→ Problem: Repeat every entry exactly. Pictures stay out.

→ Record set:
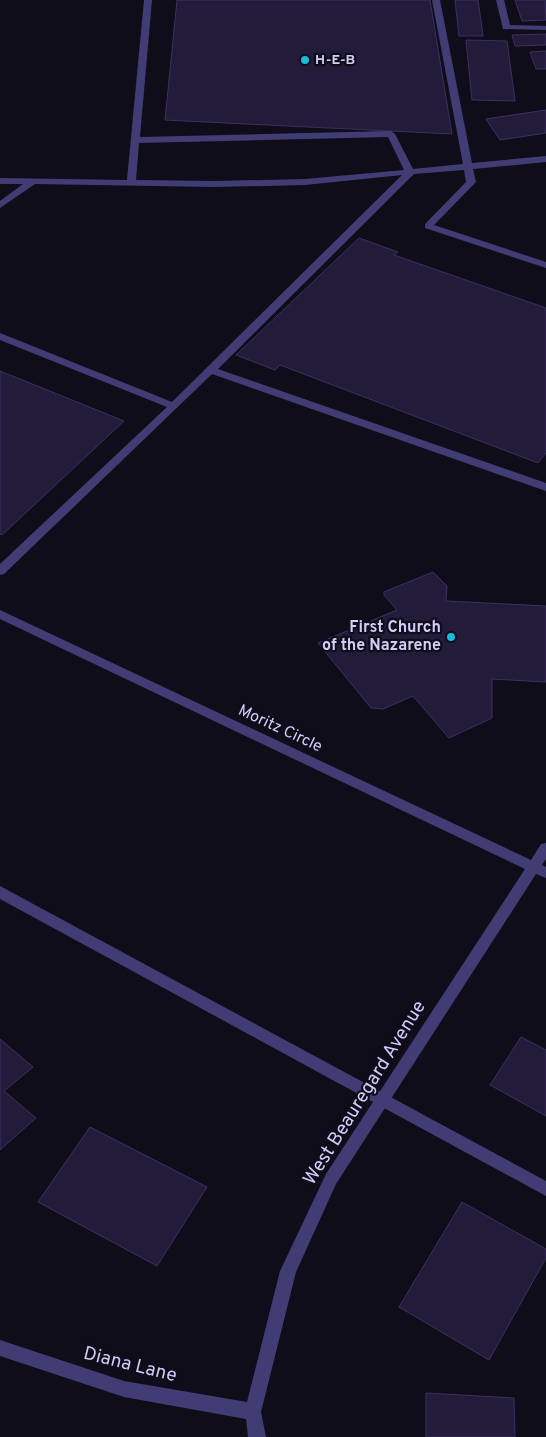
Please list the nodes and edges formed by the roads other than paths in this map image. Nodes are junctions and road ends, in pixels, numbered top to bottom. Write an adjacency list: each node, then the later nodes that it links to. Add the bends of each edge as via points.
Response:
1 (148, 0): 5 (street)
2 (436, 0): 7 (street)
3 (500, 0): 4 (street, via 506,28)
4 (546, 28)
5 (135, 140): 8 (street, via 391,134); 11 (street)
6 (546, 159): 7 (street)
7 (469, 167): 8 (street); 13 (street, via 471,182 428,226)
8 (410, 173): 11 (street, via 305,182); 15 (street)
9 (0, 181): 10 (street)
10 (32, 182): 11 (street); 12 (street)
11 (131, 183)
12 (0, 205)
13 (546, 266)
14 (0, 336): 16 (street)
15 (211, 370): 16 (street); 17 (street)
16 (174, 406): 18 (street)
17 (546, 486)
18 (3, 564)
19 (0, 614): 21 (street, Moritz Circle)
20 (546, 848): 21 (street, West Beauregard Avenue)
21 (540, 870): 23 (street, West Beauregard Avenue)
22 (0, 892): 23 (street)
23 (382, 1099): 24 (street); 26 (street, West Beauregard Avenue, via 331,1179 288,1270)
24 (546, 1189)
25 (0, 1348): 26 (street, Diana Lane, via 124,1389)
26 (253, 1412): 27 (street, West Beauregard Avenue)
27 (258, 1437)

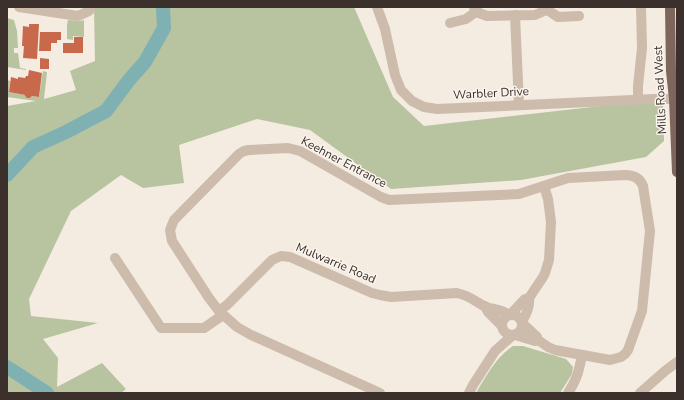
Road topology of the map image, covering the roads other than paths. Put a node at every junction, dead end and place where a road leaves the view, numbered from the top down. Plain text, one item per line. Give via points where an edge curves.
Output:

→ Response for this exercise:
Please list the nodes and edges formed by the roads other than paths in this map image. Nodes are junctions and road ends, in pixels, numbered top to bottom. Write an adjacency list: each node, then the later nodes that it links to. Add the bends of each edge as via points.
Response:
1 (148, 0): 5 (street)
2 (436, 0): 7 (street)
3 (500, 0): 4 (street, via 506,28)
4 (546, 28)
5 (135, 140): 8 (street, via 391,134); 11 (street)
6 (546, 159): 7 (street)
7 (469, 167): 8 (street); 13 (street, via 471,182 428,226)
8 (410, 173): 11 (street, via 305,182); 15 (street)
9 (0, 181): 10 (street)
10 (32, 182): 11 (street); 12 (street)
11 (131, 183)
12 (0, 205)
13 (546, 266)
14 (0, 336): 16 (street)
15 (211, 370): 16 (street); 17 (street)
16 (174, 406): 18 (street)
17 (546, 486)
18 (3, 564)
19 (0, 614): 21 (street, Moritz Circle)
20 (546, 848): 21 (street, West Beauregard Avenue)
21 (540, 870): 23 (street, West Beauregard Avenue)
22 (0, 892): 23 (street)
23 (382, 1099): 24 (street); 26 (street, West Beauregard Avenue, via 331,1179 288,1270)
24 (546, 1189)
25 (0, 1348): 26 (street, Diana Lane, via 124,1389)
26 (253, 1412): 27 (street, West Beauregard Avenue)
27 (258, 1437)

Road topology of the map image, covering the roads other than paths. Put a node at every junction, dead end and place where a road leaves the view, numbered from the top down. Plain text, one item per line. Give via points where an edge curves.
Output:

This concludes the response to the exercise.